How did you get started with solar energy?
Fresh out of college, my now-wife and I moved to Hells Canyon in Idaho and lived off the grid for eight years. I built our straw bale house there and mounted four solar panels in a large Douglas fir to power the house. Thirty years later, I now have a much better understanding of the value of building codes.
What is your favorite part of working in the solar industry?
I have always lived my life with the ethos that whatever I do should make a net positive contribution to the well-being of our planet. Working in the solar industry, we all fulfill that purpose in spades. That’s my favorite part.
What has surprised you most about the solar industry in the past 10 years?
I would have expected there to be more industry consolidation. The sharks that gobble up the minnows. But in fact, small and medium-sized solar companies are competing and winning.
What are your solar predictions for the next 10 years?
With national sentiment and our leaders finally taking the climate emergency seriously, we will see a massive spike in our industry’s growth. The electrification of transportation, heating and cooling will drive existing customers to expand their systems or participate in community solar projects, and the mainstreaming of the technology will make solar ubiquitous.
How did you/your company stand out in the past year?
Aegis was able to keep all employees on duty during the pandemic and our transition to the virtual workspace was fairly seamless, while we had one of our best years ever.
How do you help improve the industry?
Aegis’ laser focus on customer service, quality and responsible project location helps counteract the “turn and burn” mentality of a few, fortunately rare, bad actors.
What was it like entering the market in 2011?
It was exciting and exhausting.

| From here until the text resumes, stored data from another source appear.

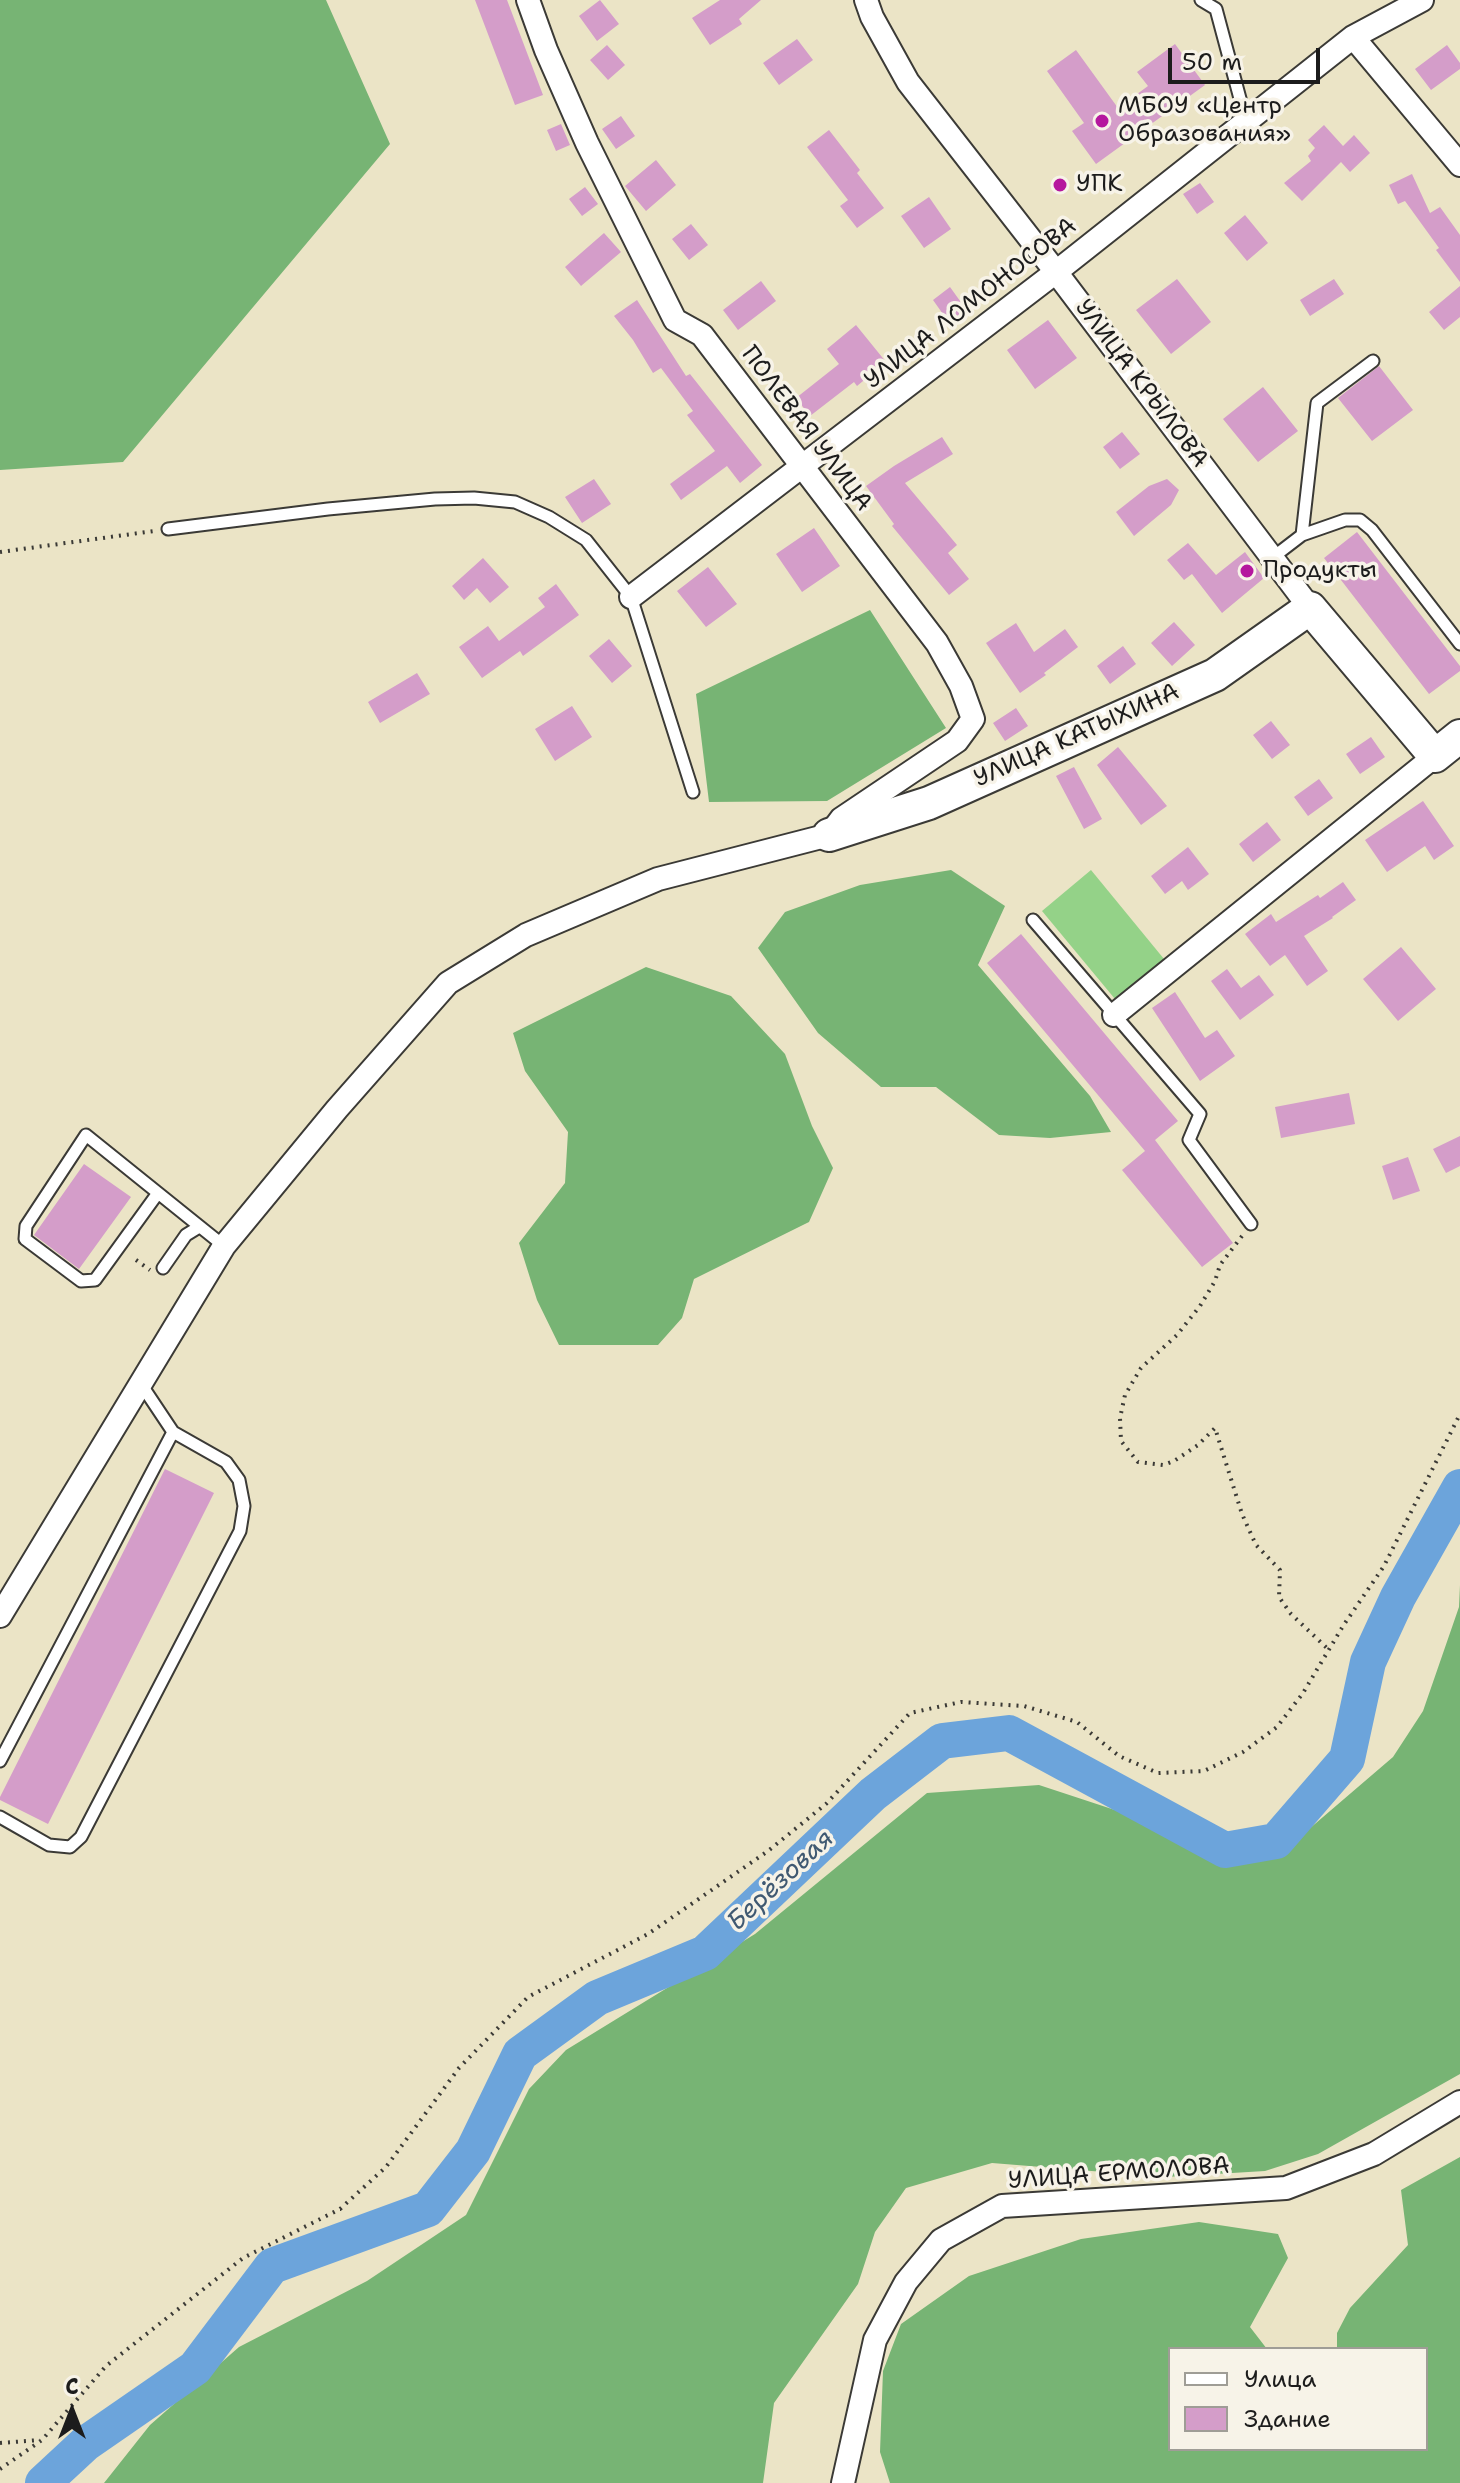 <!DOCTYPE html>
<meta charset="utf-8">
<style>
body{margin:0}
#map{position:relative;width:1460px;height:2483px;overflow:hidden;background:#ebe4c6;font-family:"Shantell Sans",sans-serif}
canvas{display:block}
.legend{position:absolute;left:1168px;top:2347px;width:260px;height:104px;box-sizing:border-box;background:#f7f3e8;border:2px solid #9f9d96;margin:0;padding:10px 14px;list-style:none;font-size:24px;color:#1c1c1c}
.legend li{display:flex;align-items:center;gap:16px;height:40px}
.legend b{width:40px;border:2px solid #9f9d96}
.north{position:absolute;left:32px;top:2371px;width:80px;height:80px;-webkit-text-stroke:6px #f7f3e8;paint-order:stroke;rotate:0deg;font-size:22px;font-weight:700;line-height:32px;text-align:center;color:#1c1c1c}
.north::after{content:'';display:block;margin:auto;width:28px;height:36px;background:#1c1c1c;clip-path:polygon(50% 0,100% 100%,50% 72%,0 100%)}
.scale{position:absolute;left:1168px;top:48px;width:152px;height:36px;box-sizing:border-box;border:4px solid #1c1c1c;border-top:0;padding-left:10px;font-size:24px;line-height:28px;white-space:nowrap;color:#1c1c1c;-webkit-text-stroke:6px #f7f3e8;paint-order:stroke}
</style>
<div id="map">
<canvas width="1460" height="2483"></canvas>
<ul class="legend">
<li><b style="height:10px;background:#fff"></b>Улица</li>
<li><b style="height:22px;background:#d49dc9"></b>Здание</li>
</ul>
<div class="north">С</div>
<div class="scale">50 m</div>
</div>
<script>
const g = document.querySelector('canvas').getContext('2d');
g.lineJoin = 'round';
function fillPath(path, color) {
  g.fillStyle = color;
  g.fill(path, 'evenodd');
}
function toPath(rows) {
  const path = new Path2D();
  for (const r of rows) {
    path.moveTo(r[0], r[1]);
    for (let i = 2; i < r.length; i += 2) path.lineTo(r[i], r[i + 1]);
  }
  return path;
}
function trace(path, color, width, dash) {
  g.strokeStyle = color;
  g.lineWidth = width;
  g.lineCap = dash ? 'butt' : 'round';
  g.setLineDash(dash || []);
  g.stroke(path);
}
function label(font, color, halo, rows, align = 'center') {
  g.font = font + ' "Shantell Sans",sans-serif';
  g.lineWidth = 7;
  g.setLineDash([]);
  g.textBaseline = 'middle';
  g.strokeStyle = halo;
  g.fillStyle = color;
  for (const [text, x, y, turn = 0] of rows) {
    g.save();
    g.translate(x, y);
    g.rotate((+turn || 0) * Math.PI / 180);
    g.textAlign = isNaN(turn) ? turn : align;
    if (halo) g.strokeText(text, 0, 0);
    g.fillText(text, 0, 0);
    g.restore();
  }
}
fillPath(toPath([
 [1091,870,1164,959,1115,999,1042,911]
]), '#94d288');
fillPath(toPath([
 [0,0,326,0,390,144,123,462,0,470],
 [870,610,946,728,827,801,709,802,696,694],
 [951,870,1005,906,978,965,1090,1096,1111,1132,1050,1138,999,1135,936,1087,881,1087,818,1033,758,948,785,912,860,885],
 [646,967,731,996,785,1054,812,1126,833,1168,809,1222,694,1279,682,1318,658,1345,559,1345,537,1300,519,1243,565,1183,568,1132,525,1071,513,1033],
 [1460,1585,1460,2074,1318,2154,1265,2171,1166,2177,992,2163,906,2188,875,2232,858,2284,774,2403,763,2483,104,2483,150,2425,239,2347,367,2281,466,2215,529,2089,566,2050,755,1934,927,1793,1039,1785,1118,1811,1211,1859,1263,1859,1288,1847,1393,1757,1423,1711,1459,1607],
 [1460,2157,1460,2483,890,2483,880,2452,883,2371,901,2324,969,2276,1081,2239,1199,2222,1278,2234,1288,2258,1250,2327,1267,2349,1170,2349,1170,2449,1426,2449,1426,2349,1337,2349,1337,2333,1350,2308,1408,2245,1401,2190]
]), '#77b474');
trace(toPath([
 [43,2483,85,2444,195,2368,272,2266,428,2209,473,2151,520,2054,597,1998,705,1953,873,1794,942,1741,1009,1733,1225,1850,1276,1841,1347,1759,1368,1662,1398,1597,1460,1487]
]), '#6ca4db', 36);
fillPath(toPath([
 [475,0,507,0,543,95,515,105],
 [600,0,619,24,597,41,579,16],
 [720,0,761,0,739,19,742,24,710,45,692,18],
 [797,39,813,60,779,85,763,63],
 [1175,44,1205,85,1096,164,1072,131,1084,123,1047,71,1076,50,1118,108,1148,86,1137,72],
 [607,45,625,65,608,80,590,60],
 [1447,45,1460,63,1460,69,1431,90,1415,69],
 [621,116,635,136,616,149,602,129],
 [561,124,570,145,556,151,547,130],
 [1324,125,1343,146,1354,135,1370,153,1350,172,1341,162,1302,201,1284,183,1311,161,1308,156,1315,148,1308,140],
 [829,130,860,170,857,173,884,208,857,228,840,206,848,200,807,147],
 [656,160,676,185,646,211,625,186],
 [1412,174,1430,213,1440,207,1460,235,1460,282,1436,250,1439,248,1405,201,1398,204,1389,185],
 [1200,183,1214,202,1197,214,1183,194],
 [585,187,598,204,582,216,569,199],
 [929,197,951,229,924,248,901,216],
 [1245,215,1268,243,1247,261,1224,233],
 [691,224,708,245,689,260,672,239],
 [604,233,621,252,581,286,565,267],
 [1177,279,1211,322,1171,354,1136,310],
 [1334,279,1344,294,1310,316,1300,300],
 [761,281,776,301,738,330,723,310],
 [1460,286,1460,317,1444,330,1429,312],
 [950,287,968,312,950,324,933,300],
 [637,300,686,376,690,374,762,465,740,483,727,466,681,500,670,484,715,451,687,415,693,411,661,368,653,373,633,340,614,316],
 [1048,320,1077,358,1035,389,1007,350],
 [856,325,886,362,857,386,854,382,810,416,796,398,839,364,827,349],
 [1379,366,1413,410,1372,441,1338,398],
 [1263,387,1298,431,1258,462,1223,419],
 [1122,432,1140,454,1120,469,1103,447],
 [942,437,953,454,905,483,957,545,948,553,969,579,949,595,892,526,894,524,866,486,894,466],
 [594,479,611,504,582,523,565,497],
 [1167,479,1179,490,1171,505,1134,536,1116,512,1149,486],
 [814,528,840,566,802,592,776,554],
 [1357,532,1460,666,1460,671,1429,694,1324,558],
 [1188,543,1216,575,1245,552,1264,578,1222,613,1192,574,1184,580,1167,560],
 [483,558,509,587,490,603,477,588,464,600,452,586],
 [708,567,737,604,706,627,677,591],
 [556,584,579,615,523,656,520,651,482,678,459,647,488,626,499,641,545,607,538,598],
 [1174,622,1195,645,1172,666,1151,643],
 [1016,623,1034,652,1065,629,1078,647,1044,673,1046,675,1020,693,986,643],
 [609,639,632,666,612,683,589,656],
 [1123,646,1136,664,1110,684,1097,666],
 [417,673,430,694,380,723,368,702],
 [572,706,592,737,555,761,535,729],
 [1016,708,1028,726,1005,741,993,723],
 [1271,721,1290,745,1272,759,1253,735],
 [1371,737,1385,757,1360,774,1346,754],
 [1118,747,1167,806,1141,825,1097,765],
 [1074,767,1102,819,1084,829,1056,776],
 [1319,779,1333,798,1308,816,1294,797],
 [1423,801,1454,846,1434,860,1425,846,1387,872,1365,840],
 [1267,822,1281,840,1253,862,1239,844],
 [1188,847,1209,874,1188,890,1182,881,1165,894,1151,876],
 [1343,882,1356,900,1332,917,1333,918,1304,936,1328,971,1307,986,1285,955,1270,966,1245,934,1271,914,1276,922,1318,895,1320,898],
 [1021,934,1178,1121,1155,1140,1233,1243,1202,1267,1122,1170,1145,1151,987,963],
 [1401,947,1436,989,1398,1021,1363,979],
 [1227,969,1241,988,1259,975,1274,995,1240,1020,1211,981],
 [1175,992,1205,1038,1217,1030,1235,1056,1200,1081,1152,1008],
 [1349,1093,1355,1124,1281,1138,1275,1107],
 [1460,1136,1460,1166,1446,1173,1433,1149],
 [1408,1157,1420,1191,1393,1200,1382,1166],
 [84,1164,131,1197,79,1269,34,1235],
 [165,1469,214,1493,48,1824,0,1800,0,1797]
]), '#d49dc9');
const lane = toPath([
 [1201,0,1216,9,1246,121],
 [168,529,328,509,435,499,474,498,515,502,549,517,586,540,631,597,693,792],
 [1302,535,1317,403,1373,361],
 [1272,558,1302,535,1345,520,1360,520,1372,530,1460,644],
 [1033,920,1200,1114,1189,1140,1251,1224],
 [158,1193,95,1280,81,1281,25,1239,26,1226,86,1135,224,1246],
 [163,1268,186,1235,199,1227],
 [0,1761,173,1432],
 [0,1817,49,1845,70,1847,81,1837,240,1531,244,1506,239,1480,226,1462,173,1432,141,1384]
]);
const street = toPath([
 [866,0,872,17,908,82,1056,272,1310,608],
 [1353,37,1460,165],
 [631,597,1056,272,1353,37,1422,0],
 [1114,1015,1435,756],
 [0,1616,224,1246,337,1109,448,983,526,935,658,879,829,835,841,819,957,741,973,719,961,686,937,643,702,335,675,320,587,143,546,50,528,0],
 [843,2483,875,2340,906,2282,941,2240,1002,2206,1286,2188,1374,2154,1460,2102]
]);
const secondary = toPath([
 [829,835,929,803,1215,675,1310,608,1435,756,1460,736]
]);
trace(lane, '#3b3a36', 15);
trace(street, '#3b3a36', 26);
trace(secondary, '#3b3a36', 36);
trace(toPath([
 [0,552,154,531],
 [1242,1236,1220,1265,1215,1281,1200,1306,1177,1335,1141,1368,1125,1395,1120,1418,1121,1441,1138,1462,1163,1465,1174,1461,1198,1445,1215,1428,1242,1514,1256,1545,1280,1570,1279,1597,1291,1614,1329,1650],
 [136,1260,150,1270],
 [0,2443,40,2440],
 [0,2469,42,2440,106,2366,243,2258,340,2209,386,2167,459,2068,528,1997,648,1934,768,1851,826,1804,910,1713,961,1702,1024,1706,1077,1722,1119,1756,1158,1773,1204,1771,1243,1752,1277,1727,1303,1693,1343,1626,1384,1566,1460,1414]
]), '#3b3a36', 4, [2, 6]);
trace(lane, '#fff', 11);
trace(street, '#fff', 22);
trace(secondary, '#fff', 32);
for (const [x, y, r, color] of [
 [1102,121,8,"#b5179e"],
 [1060,185,8,"#b5179e"],
 [1247,571,8,"#b5179e"]
]) {
  const dot = new Path2D();
  dot.arc(x, y, r, 0, 2 * Math.PI);
  g.fillStyle = color;
  g.fill(dot);
  trace(dot, '#f7f3e8', 3);
}
label('24px', '#1c1c1c', '#f7f3e8', [
 ["МБОУ «Центр",1118,107],
 ["Образования»",1118,135],
 ["УПК",1076,185],
 ["Продукты",1263,571]
], 'left');
label('24px', '#1c1c1c', '#f7f3e8', [
 ["УЛИЦА ЛОМОНОСОВА",971,304,-38],
 ["УЛИЦА КРЫЛОВА",1141,384,53],
 ["ПОЛЕВАЯ УЛИЦА",806,429,53],
 ["УЛИЦА КАТЫХИНА",1077,736,-24],
 ["УЛИЦА ЕРМОЛОВА",1119,2174,-4]
]);
label('italic 26px', '#405972', '#f7f3e8', [
 ["Берёзовая",781,1881,-43]
]);
</script>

Building the business from the ground up allowed us to draw on the best parts of what we had learned from our years in the industry and get rid of the chaff. Solar finally became more accepted, viable and affordable and we knew that if we grew the business gently, we could make it a success.
How has your solar business changed since it started?
We started with commercial solar and wind projects. Within a year or two, we have completely switched to solar because of the reality of where the market was at the time.
What advice would you give to yourself or the company ten years later in 2011?
Grow your team slowly and surround yourself with talented team members, but remember that a toxic talent is never worth keeping. Be flexible and agile in an ever-changing market. Stay positive and have fun.